REQUIRED WORK
Go through the material and return every line that contains the string "Schmollerstraße".

[AVAILABLE RECORDS]

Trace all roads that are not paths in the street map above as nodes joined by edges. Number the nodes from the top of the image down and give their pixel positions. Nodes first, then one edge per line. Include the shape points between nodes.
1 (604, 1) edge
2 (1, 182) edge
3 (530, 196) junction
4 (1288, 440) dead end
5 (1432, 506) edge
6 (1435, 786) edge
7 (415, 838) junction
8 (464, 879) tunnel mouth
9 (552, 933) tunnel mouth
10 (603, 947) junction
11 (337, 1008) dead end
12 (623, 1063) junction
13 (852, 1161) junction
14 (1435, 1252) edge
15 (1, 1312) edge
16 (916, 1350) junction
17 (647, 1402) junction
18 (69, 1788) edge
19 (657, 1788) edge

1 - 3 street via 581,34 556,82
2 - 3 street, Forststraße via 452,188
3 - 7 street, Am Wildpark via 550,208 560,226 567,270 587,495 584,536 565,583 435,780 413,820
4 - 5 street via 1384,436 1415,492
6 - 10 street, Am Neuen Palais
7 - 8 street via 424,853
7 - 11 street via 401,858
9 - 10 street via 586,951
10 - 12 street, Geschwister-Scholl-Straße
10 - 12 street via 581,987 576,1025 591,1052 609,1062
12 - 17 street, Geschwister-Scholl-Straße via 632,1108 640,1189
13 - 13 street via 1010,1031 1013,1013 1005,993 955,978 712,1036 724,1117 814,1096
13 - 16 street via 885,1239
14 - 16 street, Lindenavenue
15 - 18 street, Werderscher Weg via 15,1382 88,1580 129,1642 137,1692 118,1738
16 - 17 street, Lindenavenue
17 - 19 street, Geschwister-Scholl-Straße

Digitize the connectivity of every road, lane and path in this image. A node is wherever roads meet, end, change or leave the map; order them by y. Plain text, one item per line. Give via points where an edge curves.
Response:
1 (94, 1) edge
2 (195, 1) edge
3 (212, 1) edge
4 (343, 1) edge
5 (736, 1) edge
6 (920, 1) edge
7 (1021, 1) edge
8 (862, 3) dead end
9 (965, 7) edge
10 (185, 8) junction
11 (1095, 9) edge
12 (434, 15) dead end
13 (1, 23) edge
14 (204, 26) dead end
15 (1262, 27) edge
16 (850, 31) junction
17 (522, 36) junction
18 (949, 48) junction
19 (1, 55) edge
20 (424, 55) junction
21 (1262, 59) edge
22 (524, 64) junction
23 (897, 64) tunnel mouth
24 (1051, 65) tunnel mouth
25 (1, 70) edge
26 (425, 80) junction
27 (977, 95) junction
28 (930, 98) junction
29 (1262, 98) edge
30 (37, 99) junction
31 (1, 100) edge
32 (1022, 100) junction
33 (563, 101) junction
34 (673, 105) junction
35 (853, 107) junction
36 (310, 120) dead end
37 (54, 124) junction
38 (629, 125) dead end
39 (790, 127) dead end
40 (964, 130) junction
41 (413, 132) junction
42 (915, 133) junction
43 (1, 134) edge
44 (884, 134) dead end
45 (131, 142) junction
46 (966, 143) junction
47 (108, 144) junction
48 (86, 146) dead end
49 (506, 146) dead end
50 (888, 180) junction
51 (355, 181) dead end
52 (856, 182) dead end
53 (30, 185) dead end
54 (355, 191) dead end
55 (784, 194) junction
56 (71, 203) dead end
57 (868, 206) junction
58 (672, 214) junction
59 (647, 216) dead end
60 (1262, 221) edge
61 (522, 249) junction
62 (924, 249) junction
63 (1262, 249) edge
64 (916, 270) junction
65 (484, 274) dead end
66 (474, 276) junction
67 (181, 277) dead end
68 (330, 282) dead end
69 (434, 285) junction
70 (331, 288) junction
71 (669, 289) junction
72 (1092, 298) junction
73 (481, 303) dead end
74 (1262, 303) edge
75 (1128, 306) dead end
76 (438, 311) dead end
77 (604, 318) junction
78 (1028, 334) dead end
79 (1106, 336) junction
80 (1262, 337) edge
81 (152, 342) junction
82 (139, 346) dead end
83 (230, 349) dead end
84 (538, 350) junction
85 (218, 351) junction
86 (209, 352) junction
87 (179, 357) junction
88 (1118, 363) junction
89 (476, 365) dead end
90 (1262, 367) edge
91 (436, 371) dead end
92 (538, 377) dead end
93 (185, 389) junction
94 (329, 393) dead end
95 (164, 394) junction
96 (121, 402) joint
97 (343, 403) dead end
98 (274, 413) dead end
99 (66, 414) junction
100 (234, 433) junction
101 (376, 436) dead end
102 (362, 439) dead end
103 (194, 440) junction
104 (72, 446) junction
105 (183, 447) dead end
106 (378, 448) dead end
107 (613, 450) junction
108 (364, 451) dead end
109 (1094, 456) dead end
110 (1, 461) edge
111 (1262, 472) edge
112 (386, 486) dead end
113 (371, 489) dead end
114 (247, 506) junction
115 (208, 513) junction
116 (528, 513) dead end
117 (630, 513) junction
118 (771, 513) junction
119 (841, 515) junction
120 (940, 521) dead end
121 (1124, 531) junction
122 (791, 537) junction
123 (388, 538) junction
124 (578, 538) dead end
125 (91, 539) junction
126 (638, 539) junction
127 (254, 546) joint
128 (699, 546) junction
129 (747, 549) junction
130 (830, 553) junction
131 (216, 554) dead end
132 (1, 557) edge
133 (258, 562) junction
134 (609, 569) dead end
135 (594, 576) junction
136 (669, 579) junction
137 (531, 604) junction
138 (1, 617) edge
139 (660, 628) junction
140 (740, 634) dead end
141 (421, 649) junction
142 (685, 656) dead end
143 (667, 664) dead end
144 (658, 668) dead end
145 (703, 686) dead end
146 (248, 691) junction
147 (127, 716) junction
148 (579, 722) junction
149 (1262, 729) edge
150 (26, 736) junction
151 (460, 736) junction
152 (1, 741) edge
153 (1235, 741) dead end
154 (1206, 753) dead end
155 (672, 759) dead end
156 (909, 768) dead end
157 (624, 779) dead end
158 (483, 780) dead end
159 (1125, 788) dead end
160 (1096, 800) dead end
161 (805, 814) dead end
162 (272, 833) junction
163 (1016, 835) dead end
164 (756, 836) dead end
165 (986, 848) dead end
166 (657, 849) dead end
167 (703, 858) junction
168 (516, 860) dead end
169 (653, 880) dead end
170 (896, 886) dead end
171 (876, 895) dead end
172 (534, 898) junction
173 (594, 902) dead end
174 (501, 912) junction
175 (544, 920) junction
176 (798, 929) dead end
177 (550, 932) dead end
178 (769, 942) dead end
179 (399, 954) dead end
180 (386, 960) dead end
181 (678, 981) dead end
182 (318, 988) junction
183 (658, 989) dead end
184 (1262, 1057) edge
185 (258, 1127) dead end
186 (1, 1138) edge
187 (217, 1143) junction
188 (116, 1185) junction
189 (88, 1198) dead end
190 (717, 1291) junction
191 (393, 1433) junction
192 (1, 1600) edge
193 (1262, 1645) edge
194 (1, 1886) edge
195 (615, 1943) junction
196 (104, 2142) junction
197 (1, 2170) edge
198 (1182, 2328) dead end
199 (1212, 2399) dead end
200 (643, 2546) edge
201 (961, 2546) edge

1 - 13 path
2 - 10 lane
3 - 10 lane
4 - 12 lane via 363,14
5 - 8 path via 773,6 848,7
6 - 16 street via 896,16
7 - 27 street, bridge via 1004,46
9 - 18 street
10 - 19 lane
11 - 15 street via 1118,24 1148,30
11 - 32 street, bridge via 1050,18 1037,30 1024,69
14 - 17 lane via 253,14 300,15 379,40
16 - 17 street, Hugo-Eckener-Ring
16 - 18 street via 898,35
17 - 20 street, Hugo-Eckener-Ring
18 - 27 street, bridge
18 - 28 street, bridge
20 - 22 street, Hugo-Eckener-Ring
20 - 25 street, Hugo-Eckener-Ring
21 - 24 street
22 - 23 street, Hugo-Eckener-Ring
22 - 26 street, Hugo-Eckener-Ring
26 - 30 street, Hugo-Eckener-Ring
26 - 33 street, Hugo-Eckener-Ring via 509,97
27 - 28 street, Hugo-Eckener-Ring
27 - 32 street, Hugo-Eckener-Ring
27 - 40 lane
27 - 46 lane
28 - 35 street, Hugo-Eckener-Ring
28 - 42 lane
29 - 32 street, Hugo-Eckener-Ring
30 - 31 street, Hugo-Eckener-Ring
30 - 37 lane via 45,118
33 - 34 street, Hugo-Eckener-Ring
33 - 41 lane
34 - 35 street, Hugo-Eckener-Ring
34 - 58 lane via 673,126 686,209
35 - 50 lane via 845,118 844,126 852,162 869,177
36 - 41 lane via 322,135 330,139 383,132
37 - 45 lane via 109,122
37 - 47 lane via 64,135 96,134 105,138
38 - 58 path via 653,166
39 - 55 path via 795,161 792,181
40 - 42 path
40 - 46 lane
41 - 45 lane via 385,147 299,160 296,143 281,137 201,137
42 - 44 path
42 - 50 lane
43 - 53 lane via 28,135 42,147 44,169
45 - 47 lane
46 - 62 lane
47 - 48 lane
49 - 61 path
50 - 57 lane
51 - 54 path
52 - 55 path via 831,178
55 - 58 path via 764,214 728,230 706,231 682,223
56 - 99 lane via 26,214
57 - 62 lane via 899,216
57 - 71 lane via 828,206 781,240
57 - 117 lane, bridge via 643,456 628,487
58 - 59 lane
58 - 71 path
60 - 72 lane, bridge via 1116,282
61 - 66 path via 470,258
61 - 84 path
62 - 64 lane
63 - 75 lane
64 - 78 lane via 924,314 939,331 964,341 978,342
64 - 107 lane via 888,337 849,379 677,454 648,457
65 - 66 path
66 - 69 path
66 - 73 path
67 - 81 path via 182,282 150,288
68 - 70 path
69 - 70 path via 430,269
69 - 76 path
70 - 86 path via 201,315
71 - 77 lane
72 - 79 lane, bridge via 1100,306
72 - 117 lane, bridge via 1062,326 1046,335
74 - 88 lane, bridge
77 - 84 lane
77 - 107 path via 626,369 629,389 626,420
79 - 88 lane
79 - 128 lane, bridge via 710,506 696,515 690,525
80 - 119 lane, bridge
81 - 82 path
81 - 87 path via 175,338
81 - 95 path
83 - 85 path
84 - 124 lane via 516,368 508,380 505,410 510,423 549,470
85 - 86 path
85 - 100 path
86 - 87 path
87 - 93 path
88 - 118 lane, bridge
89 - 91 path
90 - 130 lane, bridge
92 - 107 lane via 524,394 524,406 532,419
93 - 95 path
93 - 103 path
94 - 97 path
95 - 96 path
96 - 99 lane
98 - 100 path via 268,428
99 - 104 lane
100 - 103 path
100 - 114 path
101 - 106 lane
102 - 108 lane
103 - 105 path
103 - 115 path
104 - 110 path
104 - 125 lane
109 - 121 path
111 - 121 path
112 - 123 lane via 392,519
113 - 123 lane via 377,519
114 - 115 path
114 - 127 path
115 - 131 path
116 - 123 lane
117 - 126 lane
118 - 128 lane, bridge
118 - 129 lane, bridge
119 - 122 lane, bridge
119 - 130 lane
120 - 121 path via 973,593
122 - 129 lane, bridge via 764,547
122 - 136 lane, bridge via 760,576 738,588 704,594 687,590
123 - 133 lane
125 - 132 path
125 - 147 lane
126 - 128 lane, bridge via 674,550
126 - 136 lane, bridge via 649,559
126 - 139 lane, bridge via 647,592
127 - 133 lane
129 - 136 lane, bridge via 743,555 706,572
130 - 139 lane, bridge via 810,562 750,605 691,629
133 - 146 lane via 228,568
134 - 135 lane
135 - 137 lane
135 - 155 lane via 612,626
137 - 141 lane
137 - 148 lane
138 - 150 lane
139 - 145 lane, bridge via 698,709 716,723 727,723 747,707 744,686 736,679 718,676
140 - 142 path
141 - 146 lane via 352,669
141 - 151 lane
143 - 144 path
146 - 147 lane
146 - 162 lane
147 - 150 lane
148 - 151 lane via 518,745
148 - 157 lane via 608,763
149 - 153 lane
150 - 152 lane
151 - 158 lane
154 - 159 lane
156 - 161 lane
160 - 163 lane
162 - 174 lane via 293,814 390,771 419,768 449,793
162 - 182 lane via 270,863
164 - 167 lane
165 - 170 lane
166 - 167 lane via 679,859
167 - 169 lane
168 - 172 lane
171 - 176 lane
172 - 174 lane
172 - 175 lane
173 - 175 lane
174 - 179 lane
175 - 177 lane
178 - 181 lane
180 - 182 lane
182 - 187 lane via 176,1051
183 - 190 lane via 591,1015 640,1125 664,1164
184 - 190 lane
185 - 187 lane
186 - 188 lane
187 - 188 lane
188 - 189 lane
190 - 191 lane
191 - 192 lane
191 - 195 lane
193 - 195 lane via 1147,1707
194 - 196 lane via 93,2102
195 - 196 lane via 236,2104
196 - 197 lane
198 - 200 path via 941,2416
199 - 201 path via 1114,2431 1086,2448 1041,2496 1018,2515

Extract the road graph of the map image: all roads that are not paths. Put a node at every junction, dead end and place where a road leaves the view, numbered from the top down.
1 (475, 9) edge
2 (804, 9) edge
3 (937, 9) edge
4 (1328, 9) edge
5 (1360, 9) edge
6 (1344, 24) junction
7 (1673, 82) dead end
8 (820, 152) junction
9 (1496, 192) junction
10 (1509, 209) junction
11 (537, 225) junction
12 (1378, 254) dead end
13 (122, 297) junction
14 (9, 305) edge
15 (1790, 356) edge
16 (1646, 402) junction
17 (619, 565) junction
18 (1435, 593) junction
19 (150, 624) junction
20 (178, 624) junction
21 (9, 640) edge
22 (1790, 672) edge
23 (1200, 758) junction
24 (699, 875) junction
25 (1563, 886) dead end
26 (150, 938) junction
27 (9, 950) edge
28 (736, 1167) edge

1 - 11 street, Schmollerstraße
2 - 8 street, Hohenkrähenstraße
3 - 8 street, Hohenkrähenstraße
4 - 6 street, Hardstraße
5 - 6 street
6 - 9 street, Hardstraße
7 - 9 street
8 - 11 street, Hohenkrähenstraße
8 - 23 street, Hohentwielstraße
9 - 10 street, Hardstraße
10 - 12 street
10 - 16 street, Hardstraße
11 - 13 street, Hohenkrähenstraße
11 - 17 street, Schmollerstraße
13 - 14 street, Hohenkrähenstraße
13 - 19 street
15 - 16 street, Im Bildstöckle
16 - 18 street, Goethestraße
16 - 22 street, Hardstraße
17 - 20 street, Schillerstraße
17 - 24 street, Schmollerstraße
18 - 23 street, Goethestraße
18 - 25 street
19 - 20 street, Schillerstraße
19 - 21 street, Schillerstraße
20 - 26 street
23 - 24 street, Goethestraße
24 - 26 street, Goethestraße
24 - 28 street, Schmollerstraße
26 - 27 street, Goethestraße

[/AVAILABLE RECORDS]

COMPLETED TASK
1 - 11 street, Schmollerstraße
11 - 17 street, Schmollerstraße
17 - 24 street, Schmollerstraße
24 - 28 street, Schmollerstraße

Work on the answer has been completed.